Dr. Larry Hopkins, who was a standout in chemistry (he made the Dean’s List in all four of his semesters at Wake Forest) and as a Deacon running back, has served the local community as a physician since 1983 and is still delivering babies.

How many babies?

“I don’t know,” Dr. Hopkins said. “Chris Paul was telling me his mom told me that I delivered him. I said, ‘Do you know how many babies I’ve delivered?’ I don’t know that. It’s a small world.”

Larry Hopkins

Larry Hopkins

Earlier this year, Dr. Hopkins was the recipient of Wake Forest’s 2020 Medallion of Merit citation for his “compassionate, expert care as a beloved physician, valued role model and teacher for hundreds of students in our Medical School.”

STUDENT-ATHLETES

Hopkins remembers his time at Wake Forest as being unique with the integrating of schools and colleges, and also recalled the academic commitment from the African-American players on the football team.

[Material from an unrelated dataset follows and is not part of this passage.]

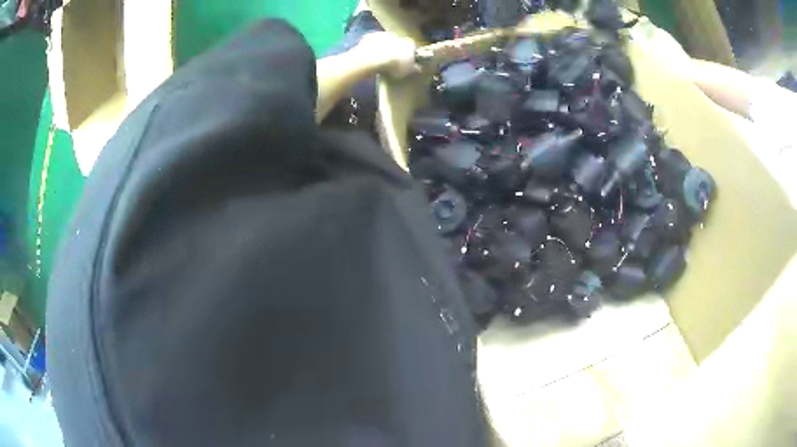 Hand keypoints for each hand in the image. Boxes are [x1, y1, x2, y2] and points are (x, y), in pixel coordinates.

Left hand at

While Hopkins went into medicine, Steve Bowden – his college roommate, who moved from running back to wide receiver to make room for him in the backfield – started his own law practice in Greensboro in 1984.

“Everyone graduated on time and went to graduate school, medical school, law school or some place,” said Hopkins, whose wife Beth was the school’s first African-American Homecoming queen in 1971. “At the time, we were just integrating the schools. There were no African-American females in my graduating class at Wake.”

IN THE HALL

Five players from the 1970 team are members of the Wake Forest Hall of Fame – quarterback Larry Russell, running back Larry Hopkins, linebacker Ed Bradley, defensive tackle Win Headley and linebacker Ed Stetz.

Considered to be too small to play linebacker in the ACC at less than 6-feet-tall and just over 200 pounds, Stetz had 460 tackles from 1969 to 1971, which remains the most in Wake Forest history. Headley, who earned All-America recognition as a defensive tackle in 1970, was voted the team’s Most Valuable Player in that championship season.

TALKIN’ BASEBALL

Not only was Larry Russell a tremendous quarterback for the football team, he was quite a baseball player as well.

As a freshman left-hander for the Deacons, Russell complied a 5-1 record on the mound and went on to pitch in the Cape Cod League.

“I loved baseball,” said Russell, who came to Wake Forest to play both sports.

However, with the arrival of new head coach Cal Stoll in 1969, Russell was told he could only play football. So that was the end of his abbreviated baseball career.

Russell offered this nugget of information – that he still holds the record for the lowest ERA in Boston’s famed Fenway Park, which isn’t far from where he lives in northeastern Massachusetts.

How’s that? Russell didn’t allow a run in one inning when he was part of sandlot tryouts for players from all across New England.

IRON MEN

All 11 players on defense started every game while the offensive starters were the same for every game except for one change late in the season, according to assistant coach Oval Jaynes. “We didn’t have much depth and had to stay healthy,” he said.